Power Optimization Through Peripheral Circuit Reusing Integrated with Loop Tiling for RRAM Crossbar‐based CNN
Yuanhui Ni1, Weiwen Chen1, Wenjuan Cui2, Yuanchun Zhou2 and Keni Qiu1,a
1Capital Normal University, Beijing, China
aqiukn@cnu.edu.cn
2Computer Network Information Center, Chinese Academy of Sciences, Beijing, China
ABSTRACT
Convolutional neural networks (CNNs) have been proposed to be widely adopted to make predictions on a large amount of data in modern embedded systems. Prior studies have shown that convolutional computations which consist of numbers of multiply and accumulate (MAC) operations, serve as the most computationally expensive portion in CNN. Compared to the manner of executing MAC operations in GPU and FPGA, CNN implementation in the RRAM crossbar‐based computing system (RCS) demonstrates the outstanding advantages of high performance and low power. However, the current design is energy‐unbalanced among the three parts of RRAM crossbar computation, peripheral circuits and memory accesses, the latter two factors can significantly limit the potential gains of RCS. Addressing the problem of high power overhead of peripheral circuits in RCS, this paper adopts the Peripheral Circuit Unit (PeriCU)‐Reuse scheme to meet a certain power budget.
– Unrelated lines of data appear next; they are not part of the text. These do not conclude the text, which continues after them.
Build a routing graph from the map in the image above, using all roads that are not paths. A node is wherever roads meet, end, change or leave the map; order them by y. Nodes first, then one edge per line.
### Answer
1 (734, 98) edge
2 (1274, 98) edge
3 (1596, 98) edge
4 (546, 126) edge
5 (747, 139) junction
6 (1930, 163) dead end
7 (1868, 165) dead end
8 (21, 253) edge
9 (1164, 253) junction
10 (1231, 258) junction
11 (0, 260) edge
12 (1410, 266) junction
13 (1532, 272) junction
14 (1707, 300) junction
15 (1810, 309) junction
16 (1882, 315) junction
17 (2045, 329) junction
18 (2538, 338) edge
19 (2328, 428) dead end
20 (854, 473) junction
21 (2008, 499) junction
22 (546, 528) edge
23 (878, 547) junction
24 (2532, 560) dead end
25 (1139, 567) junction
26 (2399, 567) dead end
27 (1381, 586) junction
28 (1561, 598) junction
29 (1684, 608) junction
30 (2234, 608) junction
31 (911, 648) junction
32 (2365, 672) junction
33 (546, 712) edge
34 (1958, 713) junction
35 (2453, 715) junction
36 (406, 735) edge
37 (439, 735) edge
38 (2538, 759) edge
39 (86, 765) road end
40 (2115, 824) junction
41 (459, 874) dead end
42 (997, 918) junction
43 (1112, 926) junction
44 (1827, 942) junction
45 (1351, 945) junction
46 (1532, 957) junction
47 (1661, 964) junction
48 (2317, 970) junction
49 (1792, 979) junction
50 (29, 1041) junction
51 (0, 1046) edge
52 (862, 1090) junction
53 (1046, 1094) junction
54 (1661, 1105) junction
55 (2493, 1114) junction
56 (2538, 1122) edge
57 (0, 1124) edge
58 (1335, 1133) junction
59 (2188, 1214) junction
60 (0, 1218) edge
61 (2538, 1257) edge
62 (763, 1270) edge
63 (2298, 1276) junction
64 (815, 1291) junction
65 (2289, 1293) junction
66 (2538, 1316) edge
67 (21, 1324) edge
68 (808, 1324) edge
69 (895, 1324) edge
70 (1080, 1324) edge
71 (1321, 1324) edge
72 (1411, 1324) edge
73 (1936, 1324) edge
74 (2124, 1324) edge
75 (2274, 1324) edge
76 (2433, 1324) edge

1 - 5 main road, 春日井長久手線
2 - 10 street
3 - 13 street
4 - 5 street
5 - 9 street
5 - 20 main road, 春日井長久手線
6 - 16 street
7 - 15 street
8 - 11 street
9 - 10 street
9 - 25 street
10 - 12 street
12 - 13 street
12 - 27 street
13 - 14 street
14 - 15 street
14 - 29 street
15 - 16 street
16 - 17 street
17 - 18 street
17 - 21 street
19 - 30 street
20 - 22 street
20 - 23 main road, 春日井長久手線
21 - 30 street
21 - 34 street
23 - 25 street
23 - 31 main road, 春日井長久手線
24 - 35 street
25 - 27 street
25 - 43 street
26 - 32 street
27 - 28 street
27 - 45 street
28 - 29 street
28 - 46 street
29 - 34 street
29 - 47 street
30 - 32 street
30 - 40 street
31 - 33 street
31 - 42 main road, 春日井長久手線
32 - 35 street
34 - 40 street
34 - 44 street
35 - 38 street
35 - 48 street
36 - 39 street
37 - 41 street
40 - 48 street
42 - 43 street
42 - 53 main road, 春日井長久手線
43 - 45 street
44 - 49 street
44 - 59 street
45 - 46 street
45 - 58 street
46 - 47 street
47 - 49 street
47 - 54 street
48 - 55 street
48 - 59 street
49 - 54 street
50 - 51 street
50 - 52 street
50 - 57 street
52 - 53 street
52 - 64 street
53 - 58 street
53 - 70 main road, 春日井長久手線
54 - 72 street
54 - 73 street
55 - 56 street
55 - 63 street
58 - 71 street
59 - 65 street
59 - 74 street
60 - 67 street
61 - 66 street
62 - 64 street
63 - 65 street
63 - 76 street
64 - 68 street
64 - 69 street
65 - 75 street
The underlying idea is to put the expensive AD/DAs onto spotlight and arrange multiple convolution layers to be sequentially served by the same PeriCU. Furthermore, it is observed that memory accesses can be bypassed if two adjacent layers are assigned in the different PeriCU. Then a loop tiling technique is proposed to further improve the energy and throughput of RCS. The experiments of two convolutional applications validate that the PeriCU‐Reuse scheme integrated with the loop tiling techniques can efficiently meet power requirement, and further reduce energy consumption by 61.7%.